BEGIN

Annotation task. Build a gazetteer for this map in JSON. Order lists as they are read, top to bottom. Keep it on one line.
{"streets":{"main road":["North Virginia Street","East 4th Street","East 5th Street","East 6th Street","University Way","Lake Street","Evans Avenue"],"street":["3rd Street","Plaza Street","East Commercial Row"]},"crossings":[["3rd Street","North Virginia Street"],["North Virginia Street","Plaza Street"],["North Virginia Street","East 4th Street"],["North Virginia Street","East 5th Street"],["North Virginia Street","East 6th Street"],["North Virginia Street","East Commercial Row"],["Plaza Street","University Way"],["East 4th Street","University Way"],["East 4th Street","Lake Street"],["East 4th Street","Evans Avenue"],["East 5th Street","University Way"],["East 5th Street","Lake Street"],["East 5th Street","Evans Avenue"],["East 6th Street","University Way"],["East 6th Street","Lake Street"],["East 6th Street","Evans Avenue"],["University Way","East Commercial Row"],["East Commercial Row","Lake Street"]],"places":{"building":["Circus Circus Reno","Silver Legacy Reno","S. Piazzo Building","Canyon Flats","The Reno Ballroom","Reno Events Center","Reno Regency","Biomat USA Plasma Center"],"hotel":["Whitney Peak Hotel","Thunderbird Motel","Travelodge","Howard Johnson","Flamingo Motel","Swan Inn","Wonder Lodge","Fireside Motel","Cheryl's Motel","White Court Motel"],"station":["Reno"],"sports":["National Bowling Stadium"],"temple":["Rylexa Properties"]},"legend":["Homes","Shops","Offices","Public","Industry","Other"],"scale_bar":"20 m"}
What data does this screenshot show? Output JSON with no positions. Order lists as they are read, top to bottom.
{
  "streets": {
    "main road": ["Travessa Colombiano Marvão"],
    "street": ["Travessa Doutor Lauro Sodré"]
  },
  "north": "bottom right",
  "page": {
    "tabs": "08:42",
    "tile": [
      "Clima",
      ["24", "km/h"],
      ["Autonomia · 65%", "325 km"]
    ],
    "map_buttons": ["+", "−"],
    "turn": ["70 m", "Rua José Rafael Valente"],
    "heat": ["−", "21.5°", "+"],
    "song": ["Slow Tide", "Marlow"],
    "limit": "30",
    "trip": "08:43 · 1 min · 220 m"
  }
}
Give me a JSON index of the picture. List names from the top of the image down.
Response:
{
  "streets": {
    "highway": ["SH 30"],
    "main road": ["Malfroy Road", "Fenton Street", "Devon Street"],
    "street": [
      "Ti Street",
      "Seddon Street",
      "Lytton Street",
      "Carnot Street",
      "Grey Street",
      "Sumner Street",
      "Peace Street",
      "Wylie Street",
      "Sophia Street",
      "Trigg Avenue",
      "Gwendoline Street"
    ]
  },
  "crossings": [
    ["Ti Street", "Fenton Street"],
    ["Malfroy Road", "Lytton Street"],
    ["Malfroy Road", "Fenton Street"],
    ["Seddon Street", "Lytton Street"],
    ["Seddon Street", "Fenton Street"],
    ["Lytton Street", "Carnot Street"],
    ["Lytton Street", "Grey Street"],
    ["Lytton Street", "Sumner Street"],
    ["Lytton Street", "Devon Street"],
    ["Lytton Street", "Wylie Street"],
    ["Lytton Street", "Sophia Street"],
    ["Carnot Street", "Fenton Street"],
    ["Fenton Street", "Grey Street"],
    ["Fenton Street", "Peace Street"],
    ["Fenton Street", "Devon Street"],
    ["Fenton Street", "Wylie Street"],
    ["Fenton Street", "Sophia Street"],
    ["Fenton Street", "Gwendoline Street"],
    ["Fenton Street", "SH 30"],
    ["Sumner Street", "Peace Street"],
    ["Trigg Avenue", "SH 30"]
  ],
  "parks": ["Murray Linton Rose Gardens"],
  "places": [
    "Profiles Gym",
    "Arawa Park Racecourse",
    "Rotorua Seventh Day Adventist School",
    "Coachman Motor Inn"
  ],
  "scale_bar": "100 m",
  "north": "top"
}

END

▶ **PROBLEM TO SOLVE**
Each line of the listing should be printed again, exactly.

▶ **EXERCISE ANSWER**
Annotation task. Build a gazetteer for this map in JSON. Order lists as they are read, top to bottom. Keep it on one line.
{"streets":{"main road":["North Virginia Street","East 4th Street","East 5th Street","East 6th Street","University Way","Lake Street","Evans Avenue"],"street":["3rd Street","Plaza Street","East Commercial Row"]},"crossings":[["3rd Street","North Virginia Street"],["North Virginia Street","Plaza Street"],["North Virginia Street","East 4th Street"],["North Virginia Street","East 5th Street"],["North Virginia Street","East 6th Street"],["North Virginia Street","East Commercial Row"],["Plaza Street","University Way"],["East 4th Street","University Way"],["East 4th Street","Lake Street"],["East 4th Street","Evans Avenue"],["East 5th Street","University Way"],["East 5th Street","Lake Street"],["East 5th Street","Evans Avenue"],["East 6th Street","University Way"],["East 6th Street","Lake Street"],["East 6th Street","Evans Avenue"],["University Way","East Commercial Row"],["East Commercial Row","Lake Street"]],"places":{"building":["Circus Circus Reno","Silver Legacy Reno","S. Piazzo Building","Canyon Flats","The Reno Ballroom","Reno Events Center","Reno Regency","Biomat USA Plasma Center"],"hotel":["Whitney Peak Hotel","Thunderbird Motel","Travelodge","Howard Johnson","Flamingo Motel","Swan Inn","Wonder Lodge","Fireside Motel","Cheryl's Motel","White Court Motel"],"station":["Reno"],"sports":["National Bowling Stadium"],"temple":["Rylexa Properties"]},"legend":["Homes","Shops","Offices","Public","Industry","Other"],"scale_bar":"20 m"}
What data does this screenshot show? Output JSON with no positions. Order lists as they are read, top to bottom.
{
  "streets": {
    "main road": ["Travessa Colombiano Marvão"],
    "street": ["Travessa Doutor Lauro Sodré"]
  },
  "north": "bottom right",
  "page": {
    "tabs": "08:42",
    "tile": [
      "Clima",
      ["24", "km/h"],
      ["Autonomia · 65%", "325 km"]
    ],
    "map_buttons": ["+", "−"],
    "turn": ["70 m", "Rua José Rafael Valente"],
    "heat": ["−", "21.5°", "+"],
    "song": ["Slow Tide", "Marlow"],
    "limit": "30",
    "trip": "08:43 · 1 min · 220 m"
  }
}
Give me a JSON index of the picture. List names from the top of the image down.
Response:
{
  "streets": {
    "highway": ["SH 30"],
    "main road": ["Malfroy Road", "Fenton Street", "Devon Street"],
    "street": [
      "Ti Street",
      "Seddon Street",
      "Lytton Street",
      "Carnot Street",
      "Grey Street",
      "Sumner Street",
      "Peace Street",
      "Wylie Street",
      "Sophia Street",
      "Trigg Avenue",
      "Gwendoline Street"
    ]
  },
  "crossings": [
    ["Ti Street", "Fenton Street"],
    ["Malfroy Road", "Lytton Street"],
    ["Malfroy Road", "Fenton Street"],
    ["Seddon Street", "Lytton Street"],
    ["Seddon Street", "Fenton Street"],
    ["Lytton Street", "Carnot Street"],
    ["Lytton Street", "Grey Street"],
    ["Lytton Street", "Sumner Street"],
    ["Lytton Street", "Devon Street"],
    ["Lytton Street", "Wylie Street"],
    ["Lytton Street", "Sophia Street"],
    ["Carnot Street", "Fenton Street"],
    ["Fenton Street", "Grey Street"],
    ["Fenton Street", "Peace Street"],
    ["Fenton Street", "Devon Street"],
    ["Fenton Street", "Wylie Street"],
    ["Fenton Street", "Sophia Street"],
    ["Fenton Street", "Gwendoline Street"],
    ["Fenton Street", "SH 30"],
    ["Sumner Street", "Peace Street"],
    ["Trigg Avenue", "SH 30"]
  ],
  "parks": ["Murray Linton Rose Gardens"],
  "places": [
    "Profiles Gym",
    "Arawa Park Racecourse",
    "Rotorua Seventh Day Adventist School",
    "Coachman Motor Inn"
  ],
  "scale_bar": "100 m",
  "north": "top"
}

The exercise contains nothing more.